*** Opening of Available data ***

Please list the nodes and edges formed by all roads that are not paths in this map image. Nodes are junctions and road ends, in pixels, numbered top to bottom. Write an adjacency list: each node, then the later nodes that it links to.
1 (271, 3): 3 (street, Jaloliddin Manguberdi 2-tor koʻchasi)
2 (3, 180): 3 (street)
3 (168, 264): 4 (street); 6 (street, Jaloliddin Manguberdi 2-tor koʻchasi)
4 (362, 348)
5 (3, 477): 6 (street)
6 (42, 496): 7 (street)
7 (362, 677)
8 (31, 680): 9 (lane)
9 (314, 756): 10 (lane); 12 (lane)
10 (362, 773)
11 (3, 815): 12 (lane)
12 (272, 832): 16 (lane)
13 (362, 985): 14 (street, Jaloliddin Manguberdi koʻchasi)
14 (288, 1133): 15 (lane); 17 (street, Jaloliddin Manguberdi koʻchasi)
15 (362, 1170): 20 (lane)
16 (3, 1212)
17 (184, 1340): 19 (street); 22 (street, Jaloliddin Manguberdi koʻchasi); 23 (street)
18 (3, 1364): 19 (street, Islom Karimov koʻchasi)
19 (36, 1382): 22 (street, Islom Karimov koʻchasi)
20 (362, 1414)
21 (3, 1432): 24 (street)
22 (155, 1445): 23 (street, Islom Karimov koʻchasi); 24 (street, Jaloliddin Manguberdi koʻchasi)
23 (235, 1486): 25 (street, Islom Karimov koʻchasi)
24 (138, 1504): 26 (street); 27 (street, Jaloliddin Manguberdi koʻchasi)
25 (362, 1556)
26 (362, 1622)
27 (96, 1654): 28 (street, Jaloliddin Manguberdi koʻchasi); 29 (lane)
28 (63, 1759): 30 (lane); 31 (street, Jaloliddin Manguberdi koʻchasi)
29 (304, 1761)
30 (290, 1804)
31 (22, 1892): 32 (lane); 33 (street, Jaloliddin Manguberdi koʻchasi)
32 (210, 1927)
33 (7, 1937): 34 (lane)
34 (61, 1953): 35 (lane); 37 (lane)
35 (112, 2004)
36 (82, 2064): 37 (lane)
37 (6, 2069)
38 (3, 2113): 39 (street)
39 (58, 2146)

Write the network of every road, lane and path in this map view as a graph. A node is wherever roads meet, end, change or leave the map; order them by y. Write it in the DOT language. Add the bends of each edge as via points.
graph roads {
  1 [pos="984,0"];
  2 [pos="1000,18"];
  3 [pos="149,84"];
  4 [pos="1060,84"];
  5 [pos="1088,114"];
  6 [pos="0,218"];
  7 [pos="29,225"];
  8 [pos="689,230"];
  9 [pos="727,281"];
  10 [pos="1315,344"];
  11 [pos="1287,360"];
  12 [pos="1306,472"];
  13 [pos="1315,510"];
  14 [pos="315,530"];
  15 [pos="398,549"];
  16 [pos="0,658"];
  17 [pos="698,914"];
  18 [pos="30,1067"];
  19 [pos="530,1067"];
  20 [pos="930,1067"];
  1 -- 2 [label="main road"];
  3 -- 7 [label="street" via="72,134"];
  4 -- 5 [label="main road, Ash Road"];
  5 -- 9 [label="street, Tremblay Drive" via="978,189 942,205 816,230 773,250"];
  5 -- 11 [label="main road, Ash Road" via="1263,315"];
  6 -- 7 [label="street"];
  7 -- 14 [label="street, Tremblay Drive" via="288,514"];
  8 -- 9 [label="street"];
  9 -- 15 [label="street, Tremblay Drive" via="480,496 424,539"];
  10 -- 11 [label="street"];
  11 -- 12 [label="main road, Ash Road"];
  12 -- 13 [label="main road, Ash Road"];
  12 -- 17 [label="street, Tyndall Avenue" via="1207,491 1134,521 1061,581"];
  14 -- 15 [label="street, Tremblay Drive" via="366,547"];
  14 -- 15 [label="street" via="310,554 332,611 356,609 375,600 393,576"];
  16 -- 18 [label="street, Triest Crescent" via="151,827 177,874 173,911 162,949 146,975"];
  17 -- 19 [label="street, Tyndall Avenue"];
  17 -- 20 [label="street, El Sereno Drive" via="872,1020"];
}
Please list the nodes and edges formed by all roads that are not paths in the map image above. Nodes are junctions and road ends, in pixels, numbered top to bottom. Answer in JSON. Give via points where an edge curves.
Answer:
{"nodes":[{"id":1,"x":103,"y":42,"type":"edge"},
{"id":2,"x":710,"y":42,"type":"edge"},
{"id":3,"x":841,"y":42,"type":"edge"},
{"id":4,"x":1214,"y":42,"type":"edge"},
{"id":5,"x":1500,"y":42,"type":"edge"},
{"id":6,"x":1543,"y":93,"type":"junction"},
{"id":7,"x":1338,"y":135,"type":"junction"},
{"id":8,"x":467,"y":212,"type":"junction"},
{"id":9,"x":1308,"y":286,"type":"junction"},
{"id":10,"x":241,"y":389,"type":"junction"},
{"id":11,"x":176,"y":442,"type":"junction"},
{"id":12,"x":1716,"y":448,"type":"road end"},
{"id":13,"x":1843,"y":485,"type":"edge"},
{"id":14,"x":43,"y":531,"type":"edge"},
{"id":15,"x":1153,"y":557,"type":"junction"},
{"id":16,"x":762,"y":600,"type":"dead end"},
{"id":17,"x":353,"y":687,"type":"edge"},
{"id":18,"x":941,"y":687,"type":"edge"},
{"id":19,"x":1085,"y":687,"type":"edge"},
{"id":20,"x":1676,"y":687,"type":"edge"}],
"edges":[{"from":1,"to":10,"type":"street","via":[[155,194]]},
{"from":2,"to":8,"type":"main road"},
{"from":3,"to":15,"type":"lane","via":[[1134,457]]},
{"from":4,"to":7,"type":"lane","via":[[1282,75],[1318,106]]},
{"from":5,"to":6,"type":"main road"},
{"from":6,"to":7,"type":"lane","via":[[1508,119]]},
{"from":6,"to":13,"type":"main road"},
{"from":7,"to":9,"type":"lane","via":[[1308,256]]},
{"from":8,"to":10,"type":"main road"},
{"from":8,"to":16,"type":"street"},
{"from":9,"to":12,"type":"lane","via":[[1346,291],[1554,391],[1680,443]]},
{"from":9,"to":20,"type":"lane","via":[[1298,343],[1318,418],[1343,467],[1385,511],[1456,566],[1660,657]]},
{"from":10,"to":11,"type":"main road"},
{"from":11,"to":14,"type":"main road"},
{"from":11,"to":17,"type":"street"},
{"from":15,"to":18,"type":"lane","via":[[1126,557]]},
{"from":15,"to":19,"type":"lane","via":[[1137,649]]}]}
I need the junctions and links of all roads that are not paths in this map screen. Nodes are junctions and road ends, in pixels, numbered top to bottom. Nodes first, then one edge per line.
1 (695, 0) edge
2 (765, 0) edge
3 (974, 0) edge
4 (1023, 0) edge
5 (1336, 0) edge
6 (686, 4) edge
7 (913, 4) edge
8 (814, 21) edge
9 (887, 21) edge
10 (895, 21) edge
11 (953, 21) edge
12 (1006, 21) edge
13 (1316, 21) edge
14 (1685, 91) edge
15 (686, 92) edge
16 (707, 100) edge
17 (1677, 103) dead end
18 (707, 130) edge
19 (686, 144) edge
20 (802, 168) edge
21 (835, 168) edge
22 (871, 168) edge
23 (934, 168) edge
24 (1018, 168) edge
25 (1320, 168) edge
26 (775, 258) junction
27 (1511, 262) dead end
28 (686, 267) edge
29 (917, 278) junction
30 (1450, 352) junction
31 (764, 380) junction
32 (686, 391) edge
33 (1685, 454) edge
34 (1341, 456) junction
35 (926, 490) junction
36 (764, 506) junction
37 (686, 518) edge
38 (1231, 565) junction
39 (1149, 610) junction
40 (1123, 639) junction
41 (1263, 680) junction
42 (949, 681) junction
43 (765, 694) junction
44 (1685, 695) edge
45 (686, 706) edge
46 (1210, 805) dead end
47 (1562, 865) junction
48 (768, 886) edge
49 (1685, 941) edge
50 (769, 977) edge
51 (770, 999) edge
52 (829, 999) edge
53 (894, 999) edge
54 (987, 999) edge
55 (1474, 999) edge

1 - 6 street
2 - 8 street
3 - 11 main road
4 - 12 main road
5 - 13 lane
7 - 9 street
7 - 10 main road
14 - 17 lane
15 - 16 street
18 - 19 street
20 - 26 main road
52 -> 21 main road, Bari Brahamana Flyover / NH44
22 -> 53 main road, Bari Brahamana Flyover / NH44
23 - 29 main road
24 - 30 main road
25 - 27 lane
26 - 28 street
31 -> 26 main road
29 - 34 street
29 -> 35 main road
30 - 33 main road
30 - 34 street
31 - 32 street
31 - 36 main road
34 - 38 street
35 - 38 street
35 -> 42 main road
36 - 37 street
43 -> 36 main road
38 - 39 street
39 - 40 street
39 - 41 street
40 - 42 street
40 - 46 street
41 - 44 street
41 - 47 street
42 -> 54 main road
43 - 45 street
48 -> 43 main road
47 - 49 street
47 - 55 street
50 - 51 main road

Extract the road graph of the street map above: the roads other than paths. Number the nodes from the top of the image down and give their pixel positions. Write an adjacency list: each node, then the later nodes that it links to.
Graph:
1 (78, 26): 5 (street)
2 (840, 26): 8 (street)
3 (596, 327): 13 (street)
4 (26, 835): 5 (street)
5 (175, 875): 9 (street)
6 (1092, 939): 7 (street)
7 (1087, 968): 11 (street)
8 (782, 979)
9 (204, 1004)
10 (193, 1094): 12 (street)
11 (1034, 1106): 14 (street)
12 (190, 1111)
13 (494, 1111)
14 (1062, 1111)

*** Close of Available data ***

Task description. Working from the entries above, return all lines that contain "Write".

Solution to the problem.
Please list the nodes and edges formed by all roads that are not paths in this map image. Nodes are junctions and road ends, in pixels, numbered top to bottom. Write an adjacency list: each node, then the later nodes that it links to.
Write the network of every road, lane and path in this map view as a graph. A node is wherever roads meet, end, change or leave the map; order them by y. Write it in the DOT language. Add the bends of each edge as via points.
Extract the road graph of the street map above: the roads other than paths. Number the nodes from the top of the image down and give their pixel positions. Write an adjacency list: each node, then the later nodes that it links to.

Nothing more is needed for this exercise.